How we think about Data Pipelines is changing
The goal is to reliably and efficiently release data into production
Data Pipelines are series of tasks organised in a directed acyclic graph or “DAG”. Historically, these are run on open-source workflow orchestration packages like Airflow or Prefect, and require infrastructure managed by data engineers or platform teams. These data pipelines typically run on a schedule, and allow data engineers to update data in locations such as data warehouses or data lakes.
This is now changing. There is a great shift in mentality happening. As the data engineering industry matures, mindsets are shifting from a “move data to serve the business at all costs” mindset to “reliability and efficiency” / “software engineering” mindset.
Continuous Data Integration and Delivery
I’ve written before about how Data Teams ship data whereas software teams ship code.
This is a process called “Continuous Data Integration and Delivery”, and is the process of reliably and efficiently releasing data into production. There are subtle differences with the definition of “CI/CD” as used in Software Engineer, illustrated below.
In software engineering, Continuous Delivery is non-trivial because of the importance of having a near exact replica for code to operate in a staging environment.
Within Data Engineering, this is not necessary because the good we ship is data. If there is a table of data, and we know that as long as a few conditions are satisfied, the data is of a sufficient quality to be used, then that is sufficient for it to be “released” into production, so to speak.
The process of releasing data into production — the analog for Continuous Delivery — is very simple, as it simply relates to copying or cloning a dataset.
Furthermore, a key pillar of data engineering is reacting to new data as it arrives or checking to see if new data exists. There is no analog for this in software engineering — software applications do not need to poll APIs for the existence of new code, whereas data applications do.
Given the analog of Continuous Delivery in data is so trivial, we can loosely define Continuous Data Integration as the process of reliably and efficiently releasing data into production in response to code changes. Code changes that govern the state of the data are “continuously integrated” via a process of cloning, materialising views, and running tests.
We can also loosely define Continuous Data Delivery as the process of reliably and efficiently releasing new data into production. This covers the invocations of pipelines or operations in response to the existence of new data.
Thinking about these two processes as the same type of operation but in a different context is a fairly radical departure from how most data teams think about data pipelines, or data release pipelines.
Additional considerations
There are lots of additional considerations to think about here, and that’s because there is so much to consider beyond merely releasing data in production.

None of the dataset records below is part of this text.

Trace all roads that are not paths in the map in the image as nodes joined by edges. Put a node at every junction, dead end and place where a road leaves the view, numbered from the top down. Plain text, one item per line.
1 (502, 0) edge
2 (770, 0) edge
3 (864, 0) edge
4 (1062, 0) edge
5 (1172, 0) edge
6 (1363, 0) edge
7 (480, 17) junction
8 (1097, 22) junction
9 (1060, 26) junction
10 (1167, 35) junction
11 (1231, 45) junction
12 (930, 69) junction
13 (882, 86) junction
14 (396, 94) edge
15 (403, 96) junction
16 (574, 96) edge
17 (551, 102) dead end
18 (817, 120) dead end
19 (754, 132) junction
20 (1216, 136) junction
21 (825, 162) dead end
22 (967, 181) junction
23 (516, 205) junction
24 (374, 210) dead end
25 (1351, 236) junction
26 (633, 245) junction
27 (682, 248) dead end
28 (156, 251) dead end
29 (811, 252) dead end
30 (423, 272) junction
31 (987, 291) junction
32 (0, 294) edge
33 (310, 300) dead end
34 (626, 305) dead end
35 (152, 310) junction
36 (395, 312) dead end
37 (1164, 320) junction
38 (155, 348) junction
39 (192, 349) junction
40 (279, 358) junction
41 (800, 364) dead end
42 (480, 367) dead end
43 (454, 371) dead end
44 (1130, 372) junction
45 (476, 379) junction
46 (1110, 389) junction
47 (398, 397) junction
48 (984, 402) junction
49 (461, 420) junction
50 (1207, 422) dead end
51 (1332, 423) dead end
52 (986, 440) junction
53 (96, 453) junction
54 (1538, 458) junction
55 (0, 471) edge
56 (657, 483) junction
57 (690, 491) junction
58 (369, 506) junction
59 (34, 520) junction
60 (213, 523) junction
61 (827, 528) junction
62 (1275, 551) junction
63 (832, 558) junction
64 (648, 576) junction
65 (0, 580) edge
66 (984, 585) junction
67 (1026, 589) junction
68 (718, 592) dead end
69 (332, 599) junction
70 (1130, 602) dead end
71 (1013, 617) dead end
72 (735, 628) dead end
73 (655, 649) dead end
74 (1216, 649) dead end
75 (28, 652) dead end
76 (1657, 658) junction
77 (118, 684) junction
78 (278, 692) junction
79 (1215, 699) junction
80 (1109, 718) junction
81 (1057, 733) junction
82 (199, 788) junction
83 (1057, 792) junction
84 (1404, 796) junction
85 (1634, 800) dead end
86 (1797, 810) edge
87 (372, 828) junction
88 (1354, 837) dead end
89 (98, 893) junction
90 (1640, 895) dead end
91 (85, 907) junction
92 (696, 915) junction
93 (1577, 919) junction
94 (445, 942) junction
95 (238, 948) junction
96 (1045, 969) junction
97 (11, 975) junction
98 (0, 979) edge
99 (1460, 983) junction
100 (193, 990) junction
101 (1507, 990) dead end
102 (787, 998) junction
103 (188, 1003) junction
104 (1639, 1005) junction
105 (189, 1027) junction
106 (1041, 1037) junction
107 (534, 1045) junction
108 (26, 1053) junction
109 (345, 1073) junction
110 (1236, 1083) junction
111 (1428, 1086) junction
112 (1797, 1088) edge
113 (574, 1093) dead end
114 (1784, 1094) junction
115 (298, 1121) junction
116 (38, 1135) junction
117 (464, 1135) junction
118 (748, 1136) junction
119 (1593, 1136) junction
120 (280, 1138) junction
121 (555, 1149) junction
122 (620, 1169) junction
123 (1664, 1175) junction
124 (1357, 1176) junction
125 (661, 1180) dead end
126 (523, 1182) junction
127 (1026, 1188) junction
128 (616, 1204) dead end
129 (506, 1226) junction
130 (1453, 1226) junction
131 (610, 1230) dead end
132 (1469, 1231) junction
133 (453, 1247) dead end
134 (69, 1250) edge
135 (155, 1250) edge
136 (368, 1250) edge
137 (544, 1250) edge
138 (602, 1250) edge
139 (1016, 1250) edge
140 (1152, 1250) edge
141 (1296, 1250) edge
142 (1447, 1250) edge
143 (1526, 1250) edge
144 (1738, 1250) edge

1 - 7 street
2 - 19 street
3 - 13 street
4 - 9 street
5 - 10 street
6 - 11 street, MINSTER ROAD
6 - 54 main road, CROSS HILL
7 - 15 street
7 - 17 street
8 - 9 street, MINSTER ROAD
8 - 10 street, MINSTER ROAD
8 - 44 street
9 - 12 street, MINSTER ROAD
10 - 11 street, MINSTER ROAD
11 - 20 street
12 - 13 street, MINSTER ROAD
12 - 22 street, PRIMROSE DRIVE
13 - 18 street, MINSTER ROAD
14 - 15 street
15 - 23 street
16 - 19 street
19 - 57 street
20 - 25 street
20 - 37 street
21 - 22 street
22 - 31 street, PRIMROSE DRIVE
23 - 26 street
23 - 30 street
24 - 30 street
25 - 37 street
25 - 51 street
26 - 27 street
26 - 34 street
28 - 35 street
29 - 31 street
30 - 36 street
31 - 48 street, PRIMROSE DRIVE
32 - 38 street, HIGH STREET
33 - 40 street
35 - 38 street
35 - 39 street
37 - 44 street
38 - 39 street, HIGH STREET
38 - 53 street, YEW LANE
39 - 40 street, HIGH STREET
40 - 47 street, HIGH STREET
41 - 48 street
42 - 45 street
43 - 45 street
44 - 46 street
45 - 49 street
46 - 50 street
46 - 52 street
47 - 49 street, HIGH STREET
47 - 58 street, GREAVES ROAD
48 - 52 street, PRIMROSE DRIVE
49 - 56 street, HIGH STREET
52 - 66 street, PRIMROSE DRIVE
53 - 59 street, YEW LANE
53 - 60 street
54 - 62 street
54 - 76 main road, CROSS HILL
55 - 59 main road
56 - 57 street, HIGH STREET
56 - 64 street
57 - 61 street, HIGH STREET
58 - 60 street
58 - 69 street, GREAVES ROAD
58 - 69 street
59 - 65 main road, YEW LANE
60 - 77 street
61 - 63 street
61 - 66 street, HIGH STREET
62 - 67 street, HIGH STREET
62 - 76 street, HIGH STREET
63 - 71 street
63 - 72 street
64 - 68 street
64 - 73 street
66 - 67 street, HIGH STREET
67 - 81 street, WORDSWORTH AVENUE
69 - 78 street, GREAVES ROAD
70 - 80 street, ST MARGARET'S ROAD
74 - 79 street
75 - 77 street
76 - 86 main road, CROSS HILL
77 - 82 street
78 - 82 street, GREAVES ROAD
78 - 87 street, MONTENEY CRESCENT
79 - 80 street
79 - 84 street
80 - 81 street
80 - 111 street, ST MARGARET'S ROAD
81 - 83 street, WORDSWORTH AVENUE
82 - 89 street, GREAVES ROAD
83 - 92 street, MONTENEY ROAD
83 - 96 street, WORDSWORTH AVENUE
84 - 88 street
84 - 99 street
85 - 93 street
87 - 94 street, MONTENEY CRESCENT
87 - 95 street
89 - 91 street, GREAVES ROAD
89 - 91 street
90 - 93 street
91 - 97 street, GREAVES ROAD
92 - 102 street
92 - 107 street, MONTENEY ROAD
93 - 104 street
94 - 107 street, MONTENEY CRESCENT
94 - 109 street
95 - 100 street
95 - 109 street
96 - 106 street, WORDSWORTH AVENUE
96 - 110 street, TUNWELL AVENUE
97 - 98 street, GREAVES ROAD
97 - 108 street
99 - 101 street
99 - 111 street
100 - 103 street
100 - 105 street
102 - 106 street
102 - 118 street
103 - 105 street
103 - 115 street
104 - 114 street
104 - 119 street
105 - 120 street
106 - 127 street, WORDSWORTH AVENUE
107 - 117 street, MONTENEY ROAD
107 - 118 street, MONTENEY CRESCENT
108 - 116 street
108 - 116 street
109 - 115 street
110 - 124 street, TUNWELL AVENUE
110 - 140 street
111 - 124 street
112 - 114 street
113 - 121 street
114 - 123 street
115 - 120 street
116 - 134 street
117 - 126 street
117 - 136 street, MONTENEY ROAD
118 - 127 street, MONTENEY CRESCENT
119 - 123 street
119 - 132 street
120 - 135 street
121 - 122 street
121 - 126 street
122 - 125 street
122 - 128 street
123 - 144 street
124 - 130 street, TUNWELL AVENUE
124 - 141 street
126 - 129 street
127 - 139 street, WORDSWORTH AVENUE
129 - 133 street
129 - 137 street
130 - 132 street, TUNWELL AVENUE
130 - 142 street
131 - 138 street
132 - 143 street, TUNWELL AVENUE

Data isn’t static. It doesn’t simply exist in a place where it can be manipulated. It arrives in locations sparsely distributed across an organisation. It gets moved between tools. It arrives at different frequencies and only after the laborious process of “ELT” does it finally arrive in a data lake or data warehouse.
Furthermore, Github Actions isn’t a sufficient infrastructure for doing all of this work. Perhaps as an orchestration layer, but certainly not for doing heavy-compute and doing data management.
These factors lead to many additional considerations for how to design a system that’s capable of delivering Continuous Data Integration and Delivery, which I discuss here
User Interface
Having a single User Interface to view Data deployments is key. Data teams who just use the UIs from multiple cloud data providers for DataOps will be at a loss when it comes to aggregating metadata to do effective DataOps, but also BizFinOps.
There are also data deployments to aggregate, which typically arise due to:
New data arriving
A change in the logic for how to materialise the data
These are currently handled using a workflow orchestration tool and GitHub actions or something similar. This creates a disjoint — Data Teams need to inspect multiple tools to understand when data tables have been updated, what their definitions are, and so on. You could, of course, buy an observability tool. However this is yet another UI, another tool, and another cost.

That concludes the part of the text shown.